Lil Mass $unshine

| Media Coverage

They don’t call the Bay State “Taxachusetts” anymore.

Massachusetts, once a rival to New York for the nation’s highest combined state and local taxes, has taken a series of dramatic steps – from Medicaid reform to property-tax limits – aimed at reducing the burden on taxpayers.

And it’s worked, fiscal-policy experts in both states say.

“Throughout the 1970s, the Bay State perennially rivaled New York in rankings of combined state and local tax burdens relative to income,” E.J. McMahon, director of the Manhattan Institute, told New York lawmakers last month.

New York’s per-capita tax burden of $5,770 is the highest in the nation, a study by the Business Council of New York State found. Massachusetts, with a combined $4,494 per-capita state and local taxes, ranked fifth.

But McMahon said that when taxes are compared to average income for each state, Massachusetts plummets to 28th out of the 50 states, while New York remains in the top slot.

One measure taken by Massachusetts voters was passage of a proposition in 1980 to limit local property increases to no more than 2.5 percent a year. Increases beyond 2.5 percent would require approval by voters in each town or school district.

“Opponents predicted it would starve local governments, especially schools. But there is no evidence of this,” said McMahon.

“That has put some discipline on the local level,” said Brian Gilmore, a spokesman for the Associated Industries of Massachusetts, a business group that has advocated for lower taxes in order to boost the state’s economy.

Gilmore said there have been several other tax initiatives during the early 1990s, when Massachusetts’ economy was in recession.

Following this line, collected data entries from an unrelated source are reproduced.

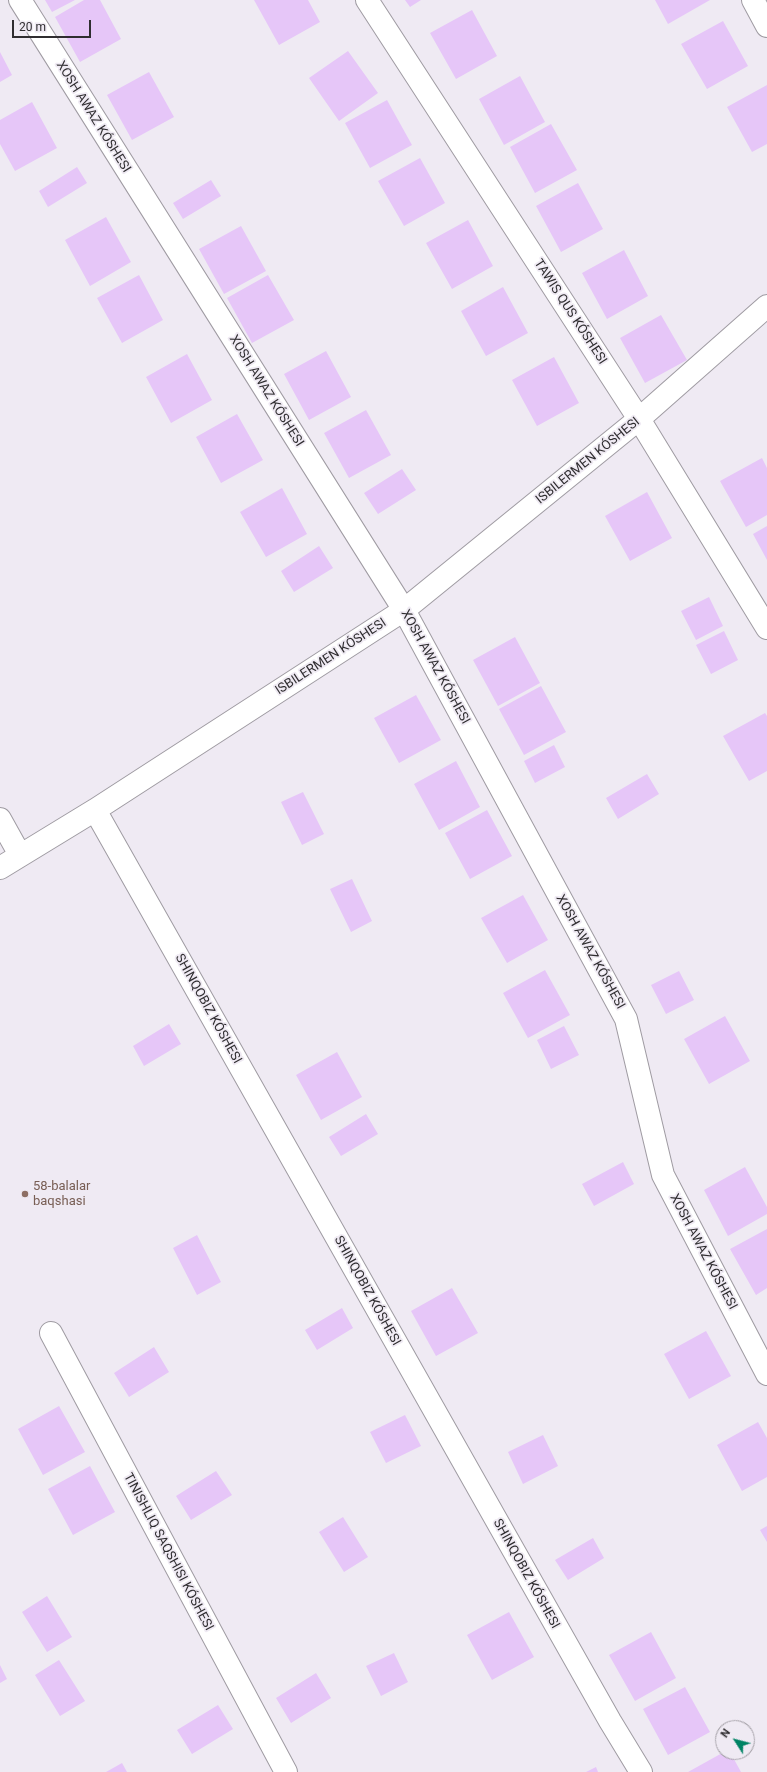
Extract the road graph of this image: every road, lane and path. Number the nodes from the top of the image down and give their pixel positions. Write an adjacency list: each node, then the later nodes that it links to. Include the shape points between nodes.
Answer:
1 (20, 0): 7 (street, XOSH AWAZ KÓSHESI)
2 (367, 0): 6 (street)
3 (752, 0): 4 (street)
4 (767, 26)
5 (767, 306): 6 (street, ISBILERMEN KÓSHESI)
6 (639, 419): 7 (street, ISBILERMEN KÓSHESI); 8 (street)
7 (404, 610): 9 (street, ISBILERMEN KÓSHESI); 14 (street, XOSH AWAZ KÓSHESI, via 626,1019 663,1175)
8 (767, 628)
9 (95, 810): 11 (street, ISBILERMEN KÓSHESI); 16 (street)
10 (0, 820): 11 (street)
11 (20, 855): 12 (street, ISBILERMEN KÓSHESI)
12 (0, 868)
13 (50, 1333): 15 (street)
14 (767, 1374)
15 (286, 1772)
16 (641, 1772)

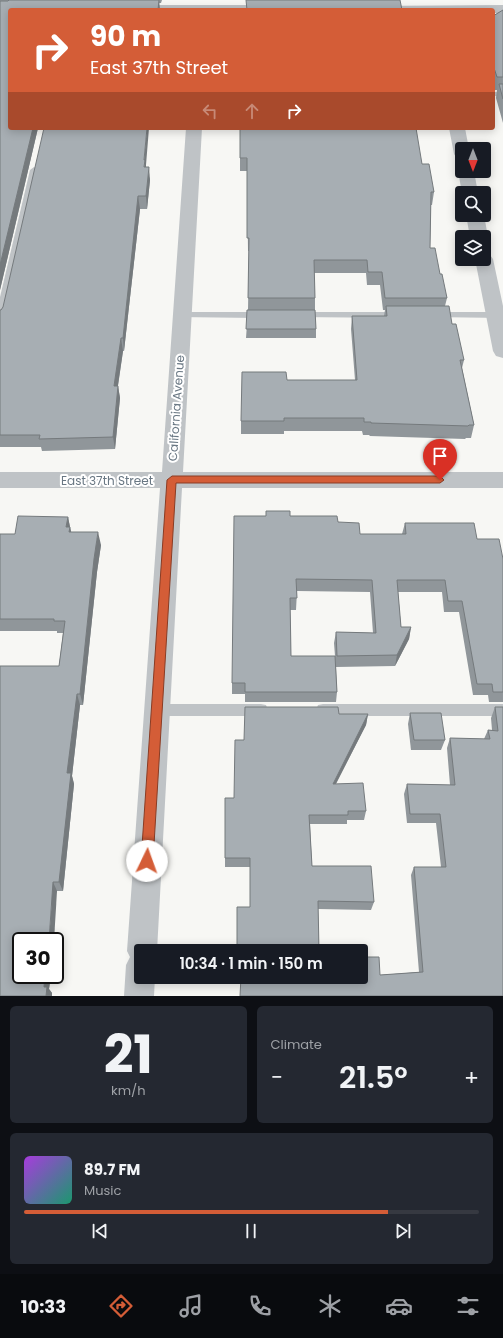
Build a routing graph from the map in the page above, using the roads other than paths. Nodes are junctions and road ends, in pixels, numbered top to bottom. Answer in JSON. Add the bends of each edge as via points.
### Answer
{"nodes":[{"id":1,"x":205,"y":6,"type":"edge"},
{"id":2,"x":148,"y":8,"type":"edge"},
{"id":3,"x":260,"y":8,"type":"edge"},
{"id":4,"x":194,"y":130,"type":"edge"},
{"id":5,"x":457,"y":130,"type":"edge"},
{"id":6,"x":460,"y":142,"type":"edge"},
{"id":7,"x":37,"y":158,"type":"edge"},
{"id":8,"x":486,"y":266,"type":"edge"},
{"id":9,"x":182,"y":315,"type":"junction"},
{"id":10,"x":276,"y":315,"type":"edge"},
{"id":11,"x":292,"y":315,"type":"edge"},
{"id":12,"x":409,"y":315,"type":"edge"},
{"id":13,"x":425,"y":315,"type":"edge"},
{"id":14,"x":499,"y":315,"type":"edge"},
{"id":15,"x":0,"y":319,"type":"edge"},
{"id":16,"x":503,"y":351,"type":"edge"},
{"id":17,"x":0,"y":480,"type":"edge"},
{"id":18,"x":172,"y":480,"type":"junction"},
{"id":19,"x":503,"y":480,"type":"edge"},
{"id":20,"x":156,"y":710,"type":"junction"},
{"id":21,"x":274,"y":710,"type":"edge"},
{"id":22,"x":306,"y":710,"type":"edge"},
{"id":23,"x":503,"y":710,"type":"edge"},
{"id":24,"x":142,"y":944,"type":"edge"},
{"id":25,"x":140,"y":984,"type":"edge"},
{"id":26,"x":139,"y":996,"type":"edge"}],
"edges":[{"from":1,"to":2,"type":"street"},
{"from":1,"to":3,"type":"street"},
{"from":4,"to":9,"type":"street","name":"California Avenue"},
{"from":5,"to":6,"type":"street"},
{"from":7,"to":15,"type":"lane"},
{"from":8,"to":14,"type":"street"},
{"from":9,"to":10,"type":"lane"},
{"from":9,"to":18,"type":"street","name":"California Avenue"},
{"from":11,"to":12,"type":"lane"},
{"from":13,"to":14,"type":"lane"},
{"from":14,"to":16,"type":"street"},
{"from":17,"to":18,"type":"street","name":"East 37th Street"},
{"from":18,"to":19,"type":"street","name":"East 37th Street"},
{"from":18,"to":20,"type":"street","name":"California Avenue"},
{"from":20,"to":21,"type":"lane"},
{"from":20,"to":24,"type":"street","name":"California Avenue"},
{"from":22,"to":23,"type":"lane"},
{"from":25,"to":26,"type":"street"}]}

“Medicaid was one of our budget-busters,” Gilmore said. “There were no policies put in place to address that, and they’ve moderated costs to some degree. Increased use of managed care also addressed some of the costs.”

A study by the Business Council of New York’s Public Policy Institute found that after adjusting for population, New York’s $45 billion Medicaid program costs two-thirds more than Massachusetts’ program.

Gilmore said Massachusetts has benefited, but he added that the state’s continuing loss of population shows that much more needs to be done.

“We’re making some progress,” said Gilmore. “But you have to have a crisis to get the body moving.”